Again, no amount of "frickin' get over it" will change the sense that many, many authors have that mocking doesn't help them. It often hurts, and turns people off from writing altogether. I'm a teacher and writer by profession, and I promise you there is no better way to lose a student than to mock him/her in the interest of "education." You may find it funny; they won't. Also, my use of "incredible" was perfectly appropriate, thanks.

It was about education. It was a generous and helpful act.
Hey, what a great argument! Here, let me try: it wasn't about education. It was a nasty and mean-spirited exercise.

I guess our competing assertions cancel out. Funny how that happens. I'd rather we rely on arguments and logic instead.

I see you've never read slush.
Nope. And none of the people who would send such absurd queries to an agent are likely to be savvy enough to the writing world to be on Twitter in the first place, following a topic like #queryfail. If they are, do you think such mockery is more likely to make them change, or slink away in abject humiliation and never bother anyone with their writing again? Here, try this thought experiment with me:

And that you have no ear.
Now do you think a nasty comment like this is more likely to make me understand your point of view, or classify you as an #$%%^%^ who I'm going to ignore from now on? Fun and games aside, I'm sorry, but you don't simply get to assert the effect this has on other people as fact. I've made clear in this thread why I think #queryfail was a pointless and mean exercise in logical terms (and many others, including agents, agree with me. Do you think Nathan Bransford and Janet Reid also "have no ear"?). You've responded by insulting me. You haven't convinced me you're right, but you've certainly convinced me that you're exactly the kind of person who would like #queryfail. Good to know.

Medievalist, I have ten articles and a book published through academic presses, and have been through the peer review wringer many, many times. I've never had the experience of having someone publicly claim that I should learn how to do something from my 3-year old. If I did, that person would not be likely to review an article for that journal again. The difference is instructive.

Adrienne: I got that the agent has now tried to play this off as humorous. I also know that I've heard lots of people make off-color jokes and then retreat rapidly behind the shield of "oh, it was all a joke," "get over it," "don't take things so seriously," and so on, all while refusing to acknowledge the illegitimacy of the initial jokes to begin with. Nor do I think something which is so educational *rumbling effect* can work that well when it's drenched in the mocking, dismissive attitude at the root of #queryfail.

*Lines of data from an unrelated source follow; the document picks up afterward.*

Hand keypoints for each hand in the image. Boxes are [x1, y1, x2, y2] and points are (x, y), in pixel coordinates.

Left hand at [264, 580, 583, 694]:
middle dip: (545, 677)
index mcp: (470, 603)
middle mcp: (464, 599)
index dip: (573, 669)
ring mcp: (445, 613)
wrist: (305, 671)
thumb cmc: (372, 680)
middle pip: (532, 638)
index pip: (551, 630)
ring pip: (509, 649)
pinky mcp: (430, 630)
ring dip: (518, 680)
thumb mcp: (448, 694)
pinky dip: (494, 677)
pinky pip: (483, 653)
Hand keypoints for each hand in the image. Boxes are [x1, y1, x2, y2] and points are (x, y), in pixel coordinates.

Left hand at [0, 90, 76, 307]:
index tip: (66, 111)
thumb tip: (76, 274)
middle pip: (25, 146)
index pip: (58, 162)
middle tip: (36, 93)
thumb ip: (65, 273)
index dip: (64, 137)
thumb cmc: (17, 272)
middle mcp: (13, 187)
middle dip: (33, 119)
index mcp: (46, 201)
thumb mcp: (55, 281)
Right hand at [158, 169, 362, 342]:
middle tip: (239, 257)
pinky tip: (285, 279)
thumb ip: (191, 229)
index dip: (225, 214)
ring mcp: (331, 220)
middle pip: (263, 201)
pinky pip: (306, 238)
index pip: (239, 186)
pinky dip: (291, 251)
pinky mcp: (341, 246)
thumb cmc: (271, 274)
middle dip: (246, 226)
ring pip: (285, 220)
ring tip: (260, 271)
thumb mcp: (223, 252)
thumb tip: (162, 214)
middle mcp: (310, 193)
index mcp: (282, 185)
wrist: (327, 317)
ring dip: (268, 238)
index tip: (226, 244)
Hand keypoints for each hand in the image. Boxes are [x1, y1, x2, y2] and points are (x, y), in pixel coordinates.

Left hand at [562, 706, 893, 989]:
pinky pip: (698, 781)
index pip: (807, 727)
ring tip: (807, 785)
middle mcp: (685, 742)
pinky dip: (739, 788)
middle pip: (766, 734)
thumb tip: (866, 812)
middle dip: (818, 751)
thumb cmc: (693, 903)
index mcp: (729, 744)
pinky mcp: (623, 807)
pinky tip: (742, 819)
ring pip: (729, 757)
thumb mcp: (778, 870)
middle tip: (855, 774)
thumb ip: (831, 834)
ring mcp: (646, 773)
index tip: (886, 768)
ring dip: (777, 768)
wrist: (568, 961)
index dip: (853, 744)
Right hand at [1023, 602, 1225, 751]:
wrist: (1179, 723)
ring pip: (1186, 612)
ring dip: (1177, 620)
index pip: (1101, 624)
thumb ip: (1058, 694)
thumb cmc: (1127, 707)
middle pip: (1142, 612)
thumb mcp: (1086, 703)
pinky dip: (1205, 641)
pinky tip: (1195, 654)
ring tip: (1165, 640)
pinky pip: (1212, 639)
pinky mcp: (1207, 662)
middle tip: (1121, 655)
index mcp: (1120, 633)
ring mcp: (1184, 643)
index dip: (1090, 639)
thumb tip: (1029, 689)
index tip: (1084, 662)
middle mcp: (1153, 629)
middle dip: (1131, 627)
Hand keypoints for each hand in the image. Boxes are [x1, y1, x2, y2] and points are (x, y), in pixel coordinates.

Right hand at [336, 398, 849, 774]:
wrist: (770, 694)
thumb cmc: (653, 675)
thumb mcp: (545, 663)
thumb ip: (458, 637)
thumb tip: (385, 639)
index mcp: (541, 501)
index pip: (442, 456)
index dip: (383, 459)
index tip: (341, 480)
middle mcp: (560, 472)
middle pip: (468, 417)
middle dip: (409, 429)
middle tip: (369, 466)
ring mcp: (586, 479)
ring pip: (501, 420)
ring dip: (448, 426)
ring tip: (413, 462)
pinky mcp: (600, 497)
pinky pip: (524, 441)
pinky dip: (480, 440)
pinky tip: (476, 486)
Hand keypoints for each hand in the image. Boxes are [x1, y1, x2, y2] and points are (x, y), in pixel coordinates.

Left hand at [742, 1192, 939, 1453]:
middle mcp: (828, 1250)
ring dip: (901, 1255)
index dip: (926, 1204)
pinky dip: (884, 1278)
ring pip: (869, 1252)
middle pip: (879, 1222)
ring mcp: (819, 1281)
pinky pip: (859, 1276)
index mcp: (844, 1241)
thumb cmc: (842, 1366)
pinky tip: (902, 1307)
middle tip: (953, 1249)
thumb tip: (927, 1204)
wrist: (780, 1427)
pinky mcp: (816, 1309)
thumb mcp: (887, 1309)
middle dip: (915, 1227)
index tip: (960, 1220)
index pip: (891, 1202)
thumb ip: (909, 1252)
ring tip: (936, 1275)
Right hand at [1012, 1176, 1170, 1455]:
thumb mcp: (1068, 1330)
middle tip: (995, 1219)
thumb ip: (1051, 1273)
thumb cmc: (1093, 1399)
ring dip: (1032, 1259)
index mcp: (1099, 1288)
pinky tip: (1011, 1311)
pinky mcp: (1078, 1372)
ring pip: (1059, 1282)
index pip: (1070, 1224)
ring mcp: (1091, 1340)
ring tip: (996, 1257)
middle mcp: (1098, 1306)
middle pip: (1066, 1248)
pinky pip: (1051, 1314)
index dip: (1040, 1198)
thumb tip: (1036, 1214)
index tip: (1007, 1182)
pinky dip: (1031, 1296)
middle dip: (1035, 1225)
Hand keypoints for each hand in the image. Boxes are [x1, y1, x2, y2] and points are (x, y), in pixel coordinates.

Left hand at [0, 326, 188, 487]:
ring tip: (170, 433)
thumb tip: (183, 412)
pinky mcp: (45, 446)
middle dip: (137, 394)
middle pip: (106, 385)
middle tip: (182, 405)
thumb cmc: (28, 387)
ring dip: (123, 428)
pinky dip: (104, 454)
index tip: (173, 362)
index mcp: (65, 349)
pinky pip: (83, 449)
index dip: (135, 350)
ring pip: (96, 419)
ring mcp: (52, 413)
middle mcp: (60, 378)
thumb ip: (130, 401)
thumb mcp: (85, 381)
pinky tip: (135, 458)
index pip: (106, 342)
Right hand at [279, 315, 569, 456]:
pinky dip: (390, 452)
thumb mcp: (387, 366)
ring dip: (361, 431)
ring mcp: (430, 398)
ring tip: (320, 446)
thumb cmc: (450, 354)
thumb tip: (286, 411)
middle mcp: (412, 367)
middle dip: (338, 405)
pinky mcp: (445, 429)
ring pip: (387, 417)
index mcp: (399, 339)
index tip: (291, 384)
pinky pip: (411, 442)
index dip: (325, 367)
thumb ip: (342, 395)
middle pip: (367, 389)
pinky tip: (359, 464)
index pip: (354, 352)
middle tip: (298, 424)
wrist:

Here's a thought: rather than dismissing the many, many people who were hurt here out of hand, how about we consider the remote possibility that they might be on to something, and that maybe, just maybe, public mocking of one's potential clients--over freaking Twitter--may not be the most professional and educational *flash of lightning* way to ensure better queries in the future? I may not have an ear, but I think I can still read the difference between satire and vitriol on occasion.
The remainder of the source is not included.